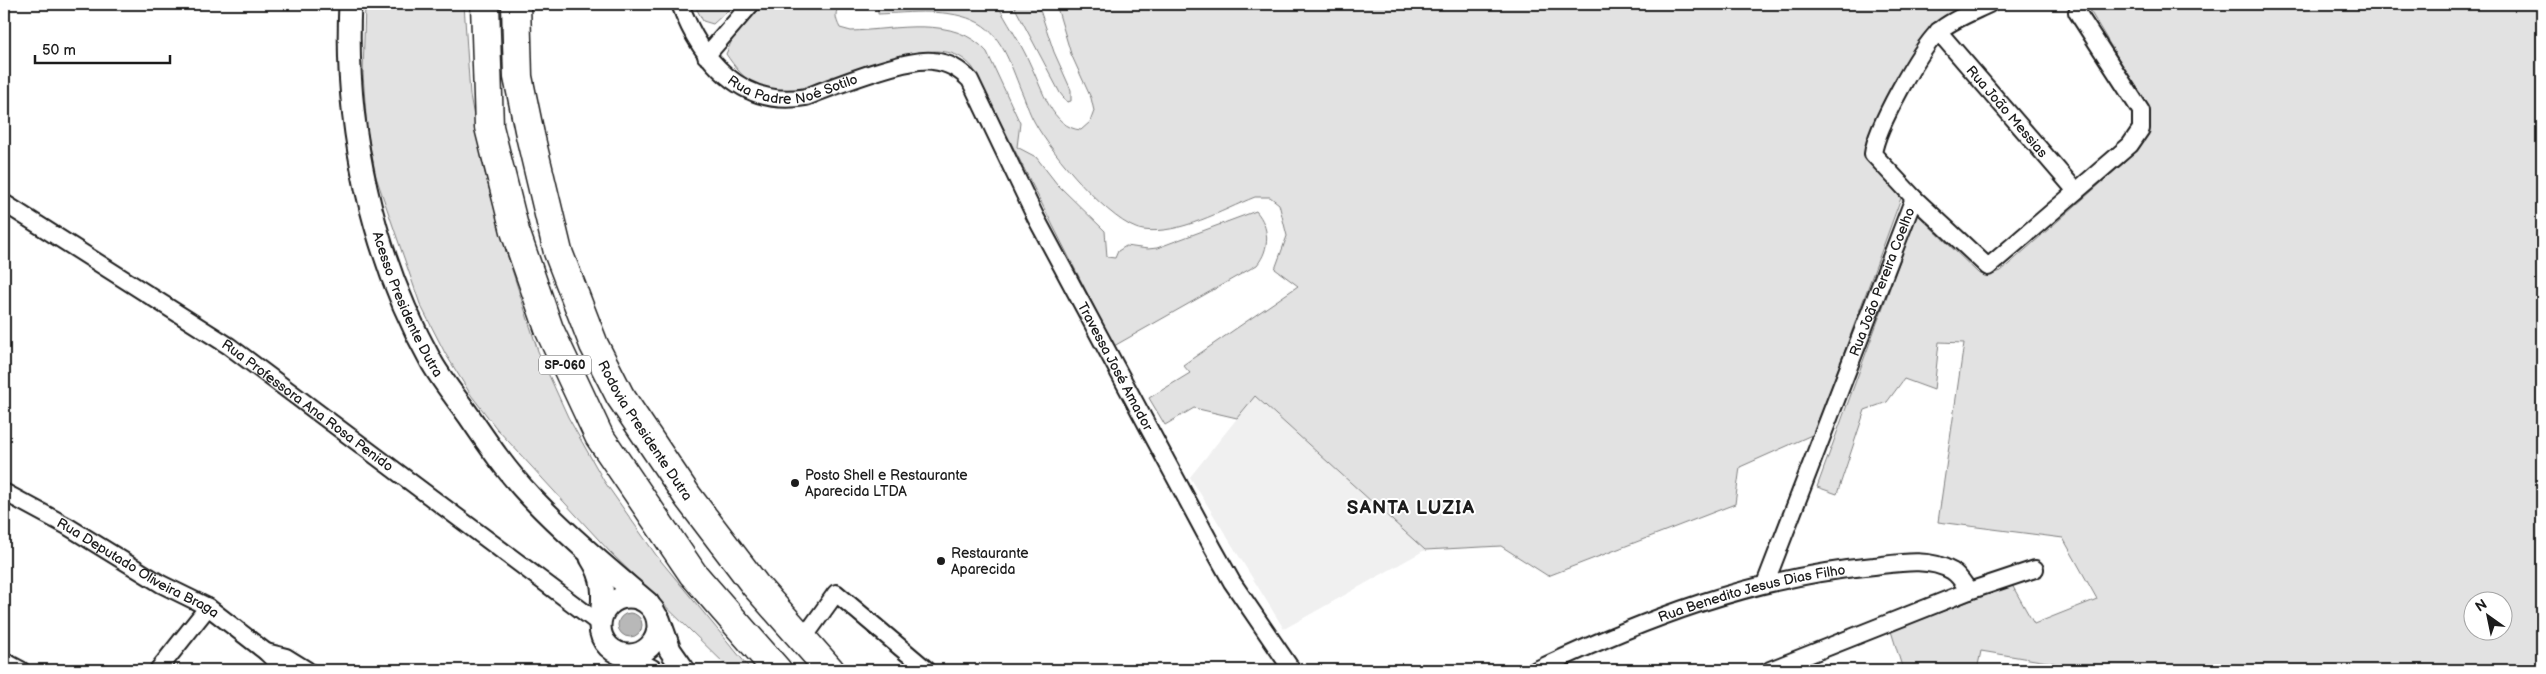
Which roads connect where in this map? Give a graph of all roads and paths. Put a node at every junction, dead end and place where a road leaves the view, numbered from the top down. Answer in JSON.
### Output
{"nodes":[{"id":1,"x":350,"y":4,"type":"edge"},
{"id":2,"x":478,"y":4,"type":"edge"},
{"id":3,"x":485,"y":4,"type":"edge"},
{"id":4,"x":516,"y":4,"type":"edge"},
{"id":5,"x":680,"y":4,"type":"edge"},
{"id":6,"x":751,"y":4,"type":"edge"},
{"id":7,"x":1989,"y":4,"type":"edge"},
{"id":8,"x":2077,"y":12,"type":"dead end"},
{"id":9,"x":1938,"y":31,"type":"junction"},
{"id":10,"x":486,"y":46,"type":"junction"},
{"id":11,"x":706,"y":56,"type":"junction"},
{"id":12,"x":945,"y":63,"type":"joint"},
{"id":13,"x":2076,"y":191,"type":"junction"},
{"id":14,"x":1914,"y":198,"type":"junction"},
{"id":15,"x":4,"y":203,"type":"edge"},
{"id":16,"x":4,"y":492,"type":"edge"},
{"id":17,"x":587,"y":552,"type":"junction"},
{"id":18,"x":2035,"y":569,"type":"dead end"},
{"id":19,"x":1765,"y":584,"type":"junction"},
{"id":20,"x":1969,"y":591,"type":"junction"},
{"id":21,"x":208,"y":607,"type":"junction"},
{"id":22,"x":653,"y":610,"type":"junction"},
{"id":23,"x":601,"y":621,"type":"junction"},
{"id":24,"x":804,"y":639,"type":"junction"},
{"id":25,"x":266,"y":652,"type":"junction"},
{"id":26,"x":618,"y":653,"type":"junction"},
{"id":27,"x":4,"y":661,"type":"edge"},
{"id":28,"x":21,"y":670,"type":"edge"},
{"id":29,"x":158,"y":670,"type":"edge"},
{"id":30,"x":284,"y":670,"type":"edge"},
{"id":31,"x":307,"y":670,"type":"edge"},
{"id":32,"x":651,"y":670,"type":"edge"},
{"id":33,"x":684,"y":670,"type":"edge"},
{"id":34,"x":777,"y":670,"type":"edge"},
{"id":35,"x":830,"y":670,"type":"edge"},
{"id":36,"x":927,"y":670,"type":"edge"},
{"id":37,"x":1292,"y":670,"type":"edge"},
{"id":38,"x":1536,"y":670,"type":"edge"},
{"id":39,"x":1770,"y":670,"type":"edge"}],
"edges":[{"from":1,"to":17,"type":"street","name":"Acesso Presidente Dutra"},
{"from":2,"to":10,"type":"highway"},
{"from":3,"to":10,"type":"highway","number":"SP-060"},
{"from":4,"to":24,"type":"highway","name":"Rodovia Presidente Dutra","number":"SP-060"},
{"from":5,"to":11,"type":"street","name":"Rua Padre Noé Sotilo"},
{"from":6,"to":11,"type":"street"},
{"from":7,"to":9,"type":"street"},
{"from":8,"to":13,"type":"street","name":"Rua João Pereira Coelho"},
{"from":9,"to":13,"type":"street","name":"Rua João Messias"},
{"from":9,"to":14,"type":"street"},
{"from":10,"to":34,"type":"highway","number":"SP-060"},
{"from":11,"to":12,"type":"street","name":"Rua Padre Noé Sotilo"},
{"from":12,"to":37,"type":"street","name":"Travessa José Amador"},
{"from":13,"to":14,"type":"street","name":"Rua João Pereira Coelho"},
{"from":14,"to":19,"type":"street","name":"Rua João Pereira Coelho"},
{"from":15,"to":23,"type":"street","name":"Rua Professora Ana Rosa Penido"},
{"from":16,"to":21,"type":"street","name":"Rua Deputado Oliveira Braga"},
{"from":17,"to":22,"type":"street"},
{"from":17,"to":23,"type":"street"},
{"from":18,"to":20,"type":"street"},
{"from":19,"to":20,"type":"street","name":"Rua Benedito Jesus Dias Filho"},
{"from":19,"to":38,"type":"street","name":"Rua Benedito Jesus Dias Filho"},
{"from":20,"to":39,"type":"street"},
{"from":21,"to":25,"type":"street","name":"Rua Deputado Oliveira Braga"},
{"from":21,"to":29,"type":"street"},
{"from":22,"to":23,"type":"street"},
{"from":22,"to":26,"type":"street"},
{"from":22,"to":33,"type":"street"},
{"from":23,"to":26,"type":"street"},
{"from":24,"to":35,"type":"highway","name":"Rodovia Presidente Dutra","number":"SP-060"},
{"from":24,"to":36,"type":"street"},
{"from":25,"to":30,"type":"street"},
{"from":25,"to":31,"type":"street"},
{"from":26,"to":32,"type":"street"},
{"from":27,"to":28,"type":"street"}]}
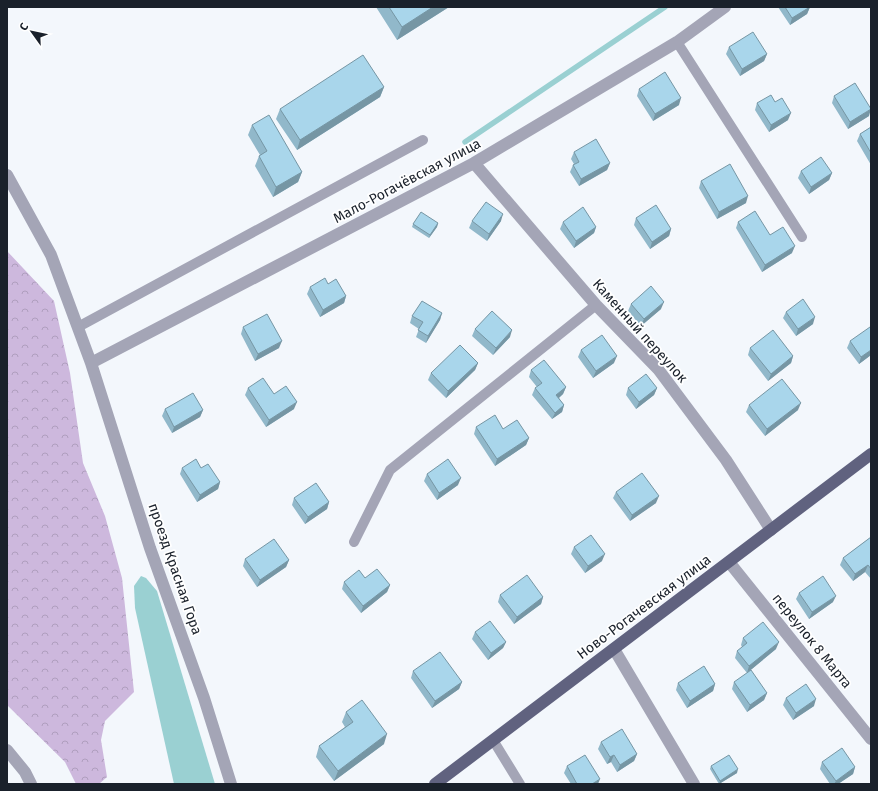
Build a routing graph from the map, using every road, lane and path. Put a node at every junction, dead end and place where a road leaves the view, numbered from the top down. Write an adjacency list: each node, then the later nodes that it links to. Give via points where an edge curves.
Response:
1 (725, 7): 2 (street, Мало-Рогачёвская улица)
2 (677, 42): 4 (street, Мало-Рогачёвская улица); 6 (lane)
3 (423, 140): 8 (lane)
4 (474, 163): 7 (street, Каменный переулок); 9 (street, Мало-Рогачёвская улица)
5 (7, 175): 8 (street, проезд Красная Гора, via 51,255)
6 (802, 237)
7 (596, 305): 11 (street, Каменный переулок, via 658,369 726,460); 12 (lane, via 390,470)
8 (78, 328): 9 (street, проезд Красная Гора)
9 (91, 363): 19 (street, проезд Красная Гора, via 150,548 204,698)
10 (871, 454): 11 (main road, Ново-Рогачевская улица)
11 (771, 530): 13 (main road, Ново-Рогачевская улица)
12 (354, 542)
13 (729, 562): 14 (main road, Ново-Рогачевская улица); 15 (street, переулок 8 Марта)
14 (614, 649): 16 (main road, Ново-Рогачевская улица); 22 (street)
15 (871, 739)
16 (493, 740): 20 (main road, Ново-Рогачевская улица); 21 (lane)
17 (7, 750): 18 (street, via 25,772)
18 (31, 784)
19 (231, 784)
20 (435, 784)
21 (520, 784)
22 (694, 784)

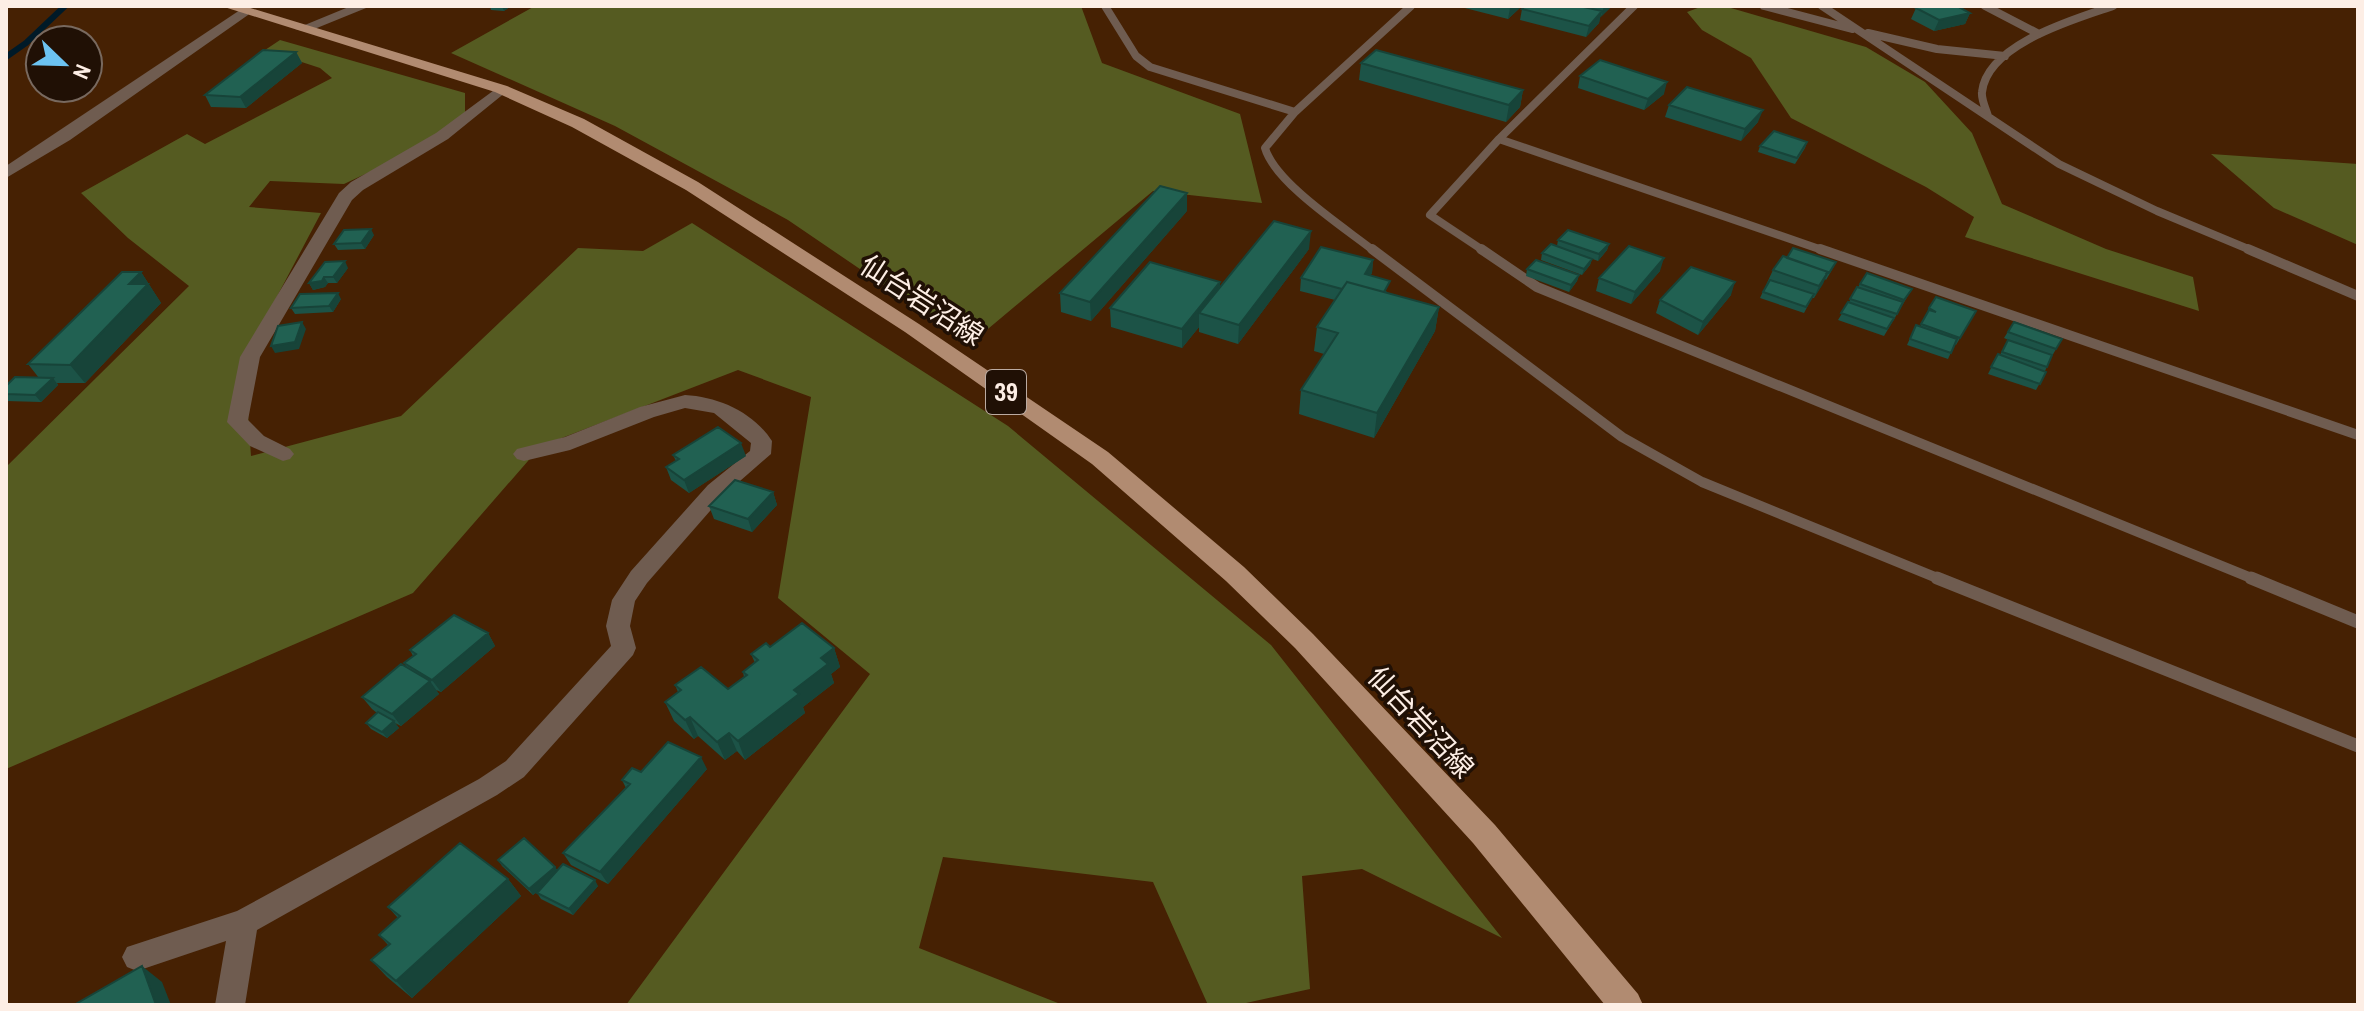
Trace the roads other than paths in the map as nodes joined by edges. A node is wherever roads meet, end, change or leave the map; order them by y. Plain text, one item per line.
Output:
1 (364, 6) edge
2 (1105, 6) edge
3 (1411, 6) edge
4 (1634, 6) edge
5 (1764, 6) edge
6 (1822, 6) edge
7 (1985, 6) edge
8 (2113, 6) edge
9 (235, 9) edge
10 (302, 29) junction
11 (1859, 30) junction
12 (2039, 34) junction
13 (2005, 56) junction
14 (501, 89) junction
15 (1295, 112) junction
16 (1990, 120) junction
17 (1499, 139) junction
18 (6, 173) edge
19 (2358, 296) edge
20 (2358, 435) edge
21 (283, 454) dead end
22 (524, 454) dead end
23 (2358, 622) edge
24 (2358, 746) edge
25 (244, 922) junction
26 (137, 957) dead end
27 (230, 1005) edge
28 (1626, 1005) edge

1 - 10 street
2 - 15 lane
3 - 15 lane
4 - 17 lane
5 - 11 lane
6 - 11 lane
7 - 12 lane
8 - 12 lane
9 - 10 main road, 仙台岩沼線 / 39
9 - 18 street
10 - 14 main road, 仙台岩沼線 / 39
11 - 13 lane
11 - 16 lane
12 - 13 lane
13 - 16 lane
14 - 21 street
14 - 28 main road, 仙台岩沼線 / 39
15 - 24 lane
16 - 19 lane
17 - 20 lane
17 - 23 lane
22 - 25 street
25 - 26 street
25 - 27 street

**YOUR TASK**:
Because pictures are not wanted, give every entry above again exactly without them.

**RESULT OF THIS TASK**:
Which roads connect where in this map? Give a graph of all roads and paths. Put a node at every junction, dead end and place where a road leaves the view, numbered from the top down. Answer in JSON.
### Output
{"nodes":[{"id":1,"x":350,"y":4,"type":"edge"},
{"id":2,"x":478,"y":4,"type":"edge"},
{"id":3,"x":485,"y":4,"type":"edge"},
{"id":4,"x":516,"y":4,"type":"edge"},
{"id":5,"x":680,"y":4,"type":"edge"},
{"id":6,"x":751,"y":4,"type":"edge"},
{"id":7,"x":1989,"y":4,"type":"edge"},
{"id":8,"x":2077,"y":12,"type":"dead end"},
{"id":9,"x":1938,"y":31,"type":"junction"},
{"id":10,"x":486,"y":46,"type":"junction"},
{"id":11,"x":706,"y":56,"type":"junction"},
{"id":12,"x":945,"y":63,"type":"joint"},
{"id":13,"x":2076,"y":191,"type":"junction"},
{"id":14,"x":1914,"y":198,"type":"junction"},
{"id":15,"x":4,"y":203,"type":"edge"},
{"id":16,"x":4,"y":492,"type":"edge"},
{"id":17,"x":587,"y":552,"type":"junction"},
{"id":18,"x":2035,"y":569,"type":"dead end"},
{"id":19,"x":1765,"y":584,"type":"junction"},
{"id":20,"x":1969,"y":591,"type":"junction"},
{"id":21,"x":208,"y":607,"type":"junction"},
{"id":22,"x":653,"y":610,"type":"junction"},
{"id":23,"x":601,"y":621,"type":"junction"},
{"id":24,"x":804,"y":639,"type":"junction"},
{"id":25,"x":266,"y":652,"type":"junction"},
{"id":26,"x":618,"y":653,"type":"junction"},
{"id":27,"x":4,"y":661,"type":"edge"},
{"id":28,"x":21,"y":670,"type":"edge"},
{"id":29,"x":158,"y":670,"type":"edge"},
{"id":30,"x":284,"y":670,"type":"edge"},
{"id":31,"x":307,"y":670,"type":"edge"},
{"id":32,"x":651,"y":670,"type":"edge"},
{"id":33,"x":684,"y":670,"type":"edge"},
{"id":34,"x":777,"y":670,"type":"edge"},
{"id":35,"x":830,"y":670,"type":"edge"},
{"id":36,"x":927,"y":670,"type":"edge"},
{"id":37,"x":1292,"y":670,"type":"edge"},
{"id":38,"x":1536,"y":670,"type":"edge"},
{"id":39,"x":1770,"y":670,"type":"edge"}],
"edges":[{"from":1,"to":17,"type":"street","name":"Acesso Presidente Dutra"},
{"from":2,"to":10,"type":"highway"},
{"from":3,"to":10,"type":"highway","number":"SP-060"},
{"from":4,"to":24,"type":"highway","name":"Rodovia Presidente Dutra","number":"SP-060"},
{"from":5,"to":11,"type":"street","name":"Rua Padre Noé Sotilo"},
{"from":6,"to":11,"type":"street"},
{"from":7,"to":9,"type":"street"},
{"from":8,"to":13,"type":"street","name":"Rua João Pereira Coelho"},
{"from":9,"to":13,"type":"street","name":"Rua João Messias"},
{"from":9,"to":14,"type":"street"},
{"from":10,"to":34,"type":"highway","number":"SP-060"},
{"from":11,"to":12,"type":"street","name":"Rua Padre Noé Sotilo"},
{"from":12,"to":37,"type":"street","name":"Travessa José Amador"},
{"from":13,"to":14,"type":"street","name":"Rua João Pereira Coelho"},
{"from":14,"to":19,"type":"street","name":"Rua João Pereira Coelho"},
{"from":15,"to":23,"type":"street","name":"Rua Professora Ana Rosa Penido"},
{"from":16,"to":21,"type":"street","name":"Rua Deputado Oliveira Braga"},
{"from":17,"to":22,"type":"street"},
{"from":17,"to":23,"type":"street"},
{"from":18,"to":20,"type":"street"},
{"from":19,"to":20,"type":"street","name":"Rua Benedito Jesus Dias Filho"},
{"from":19,"to":38,"type":"street","name":"Rua Benedito Jesus Dias Filho"},
{"from":20,"to":39,"type":"street"},
{"from":21,"to":25,"type":"street","name":"Rua Deputado Oliveira Braga"},
{"from":21,"to":29,"type":"street"},
{"from":22,"to":23,"type":"street"},
{"from":22,"to":26,"type":"street"},
{"from":22,"to":33,"type":"street"},
{"from":23,"to":26,"type":"street"},
{"from":24,"to":35,"type":"highway","name":"Rodovia Presidente Dutra","number":"SP-060"},
{"from":24,"to":36,"type":"street"},
{"from":25,"to":30,"type":"street"},
{"from":25,"to":31,"type":"street"},
{"from":26,"to":32,"type":"street"},
{"from":27,"to":28,"type":"street"}]}
Build a routing graph from the map, using every road, lane and path. Put a node at every junction, dead end and place where a road leaves the view, numbered from the top down. Write an adjacency list: each node, then the later nodes that it links to. Give via points where an edge curves.
Response:
1 (725, 7): 2 (street, Мало-Рогачёвская улица)
2 (677, 42): 4 (street, Мало-Рогачёвская улица); 6 (lane)
3 (423, 140): 8 (lane)
4 (474, 163): 7 (street, Каменный переулок); 9 (street, Мало-Рогачёвская улица)
5 (7, 175): 8 (street, проезд Красная Гора, via 51,255)
6 (802, 237)
7 (596, 305): 11 (street, Каменный переулок, via 658,369 726,460); 12 (lane, via 390,470)
8 (78, 328): 9 (street, проезд Красная Гора)
9 (91, 363): 19 (street, проезд Красная Гора, via 150,548 204,698)
10 (871, 454): 11 (main road, Ново-Рогачевская улица)
11 (771, 530): 13 (main road, Ново-Рогачевская улица)
12 (354, 542)
13 (729, 562): 14 (main road, Ново-Рогачевская улица); 15 (street, переулок 8 Марта)
14 (614, 649): 16 (main road, Ново-Рогачевская улица); 22 (street)
15 (871, 739)
16 (493, 740): 20 (main road, Ново-Рогачевская улица); 21 (lane)
17 (7, 750): 18 (street, via 25,772)
18 (31, 784)
19 (231, 784)
20 (435, 784)
21 (520, 784)
22 (694, 784)

Trace the roads other than paths in the map as nodes joined by edges. A node is wherever roads meet, end, change or leave the map; order them by y. Plain text, one item per line.
Output:
1 (364, 6) edge
2 (1105, 6) edge
3 (1411, 6) edge
4 (1634, 6) edge
5 (1764, 6) edge
6 (1822, 6) edge
7 (1985, 6) edge
8 (2113, 6) edge
9 (235, 9) edge
10 (302, 29) junction
11 (1859, 30) junction
12 (2039, 34) junction
13 (2005, 56) junction
14 (501, 89) junction
15 (1295, 112) junction
16 (1990, 120) junction
17 (1499, 139) junction
18 (6, 173) edge
19 (2358, 296) edge
20 (2358, 435) edge
21 (283, 454) dead end
22 (524, 454) dead end
23 (2358, 622) edge
24 (2358, 746) edge
25 (244, 922) junction
26 (137, 957) dead end
27 (230, 1005) edge
28 (1626, 1005) edge

1 - 10 street
2 - 15 lane
3 - 15 lane
4 - 17 lane
5 - 11 lane
6 - 11 lane
7 - 12 lane
8 - 12 lane
9 - 10 main road, 仙台岩沼線 / 39
9 - 18 street
10 - 14 main road, 仙台岩沼線 / 39
11 - 13 lane
11 - 16 lane
12 - 13 lane
13 - 16 lane
14 - 21 street
14 - 28 main road, 仙台岩沼線 / 39
15 - 24 lane
16 - 19 lane
17 - 20 lane
17 - 23 lane
22 - 25 street
25 - 26 street
25 - 27 street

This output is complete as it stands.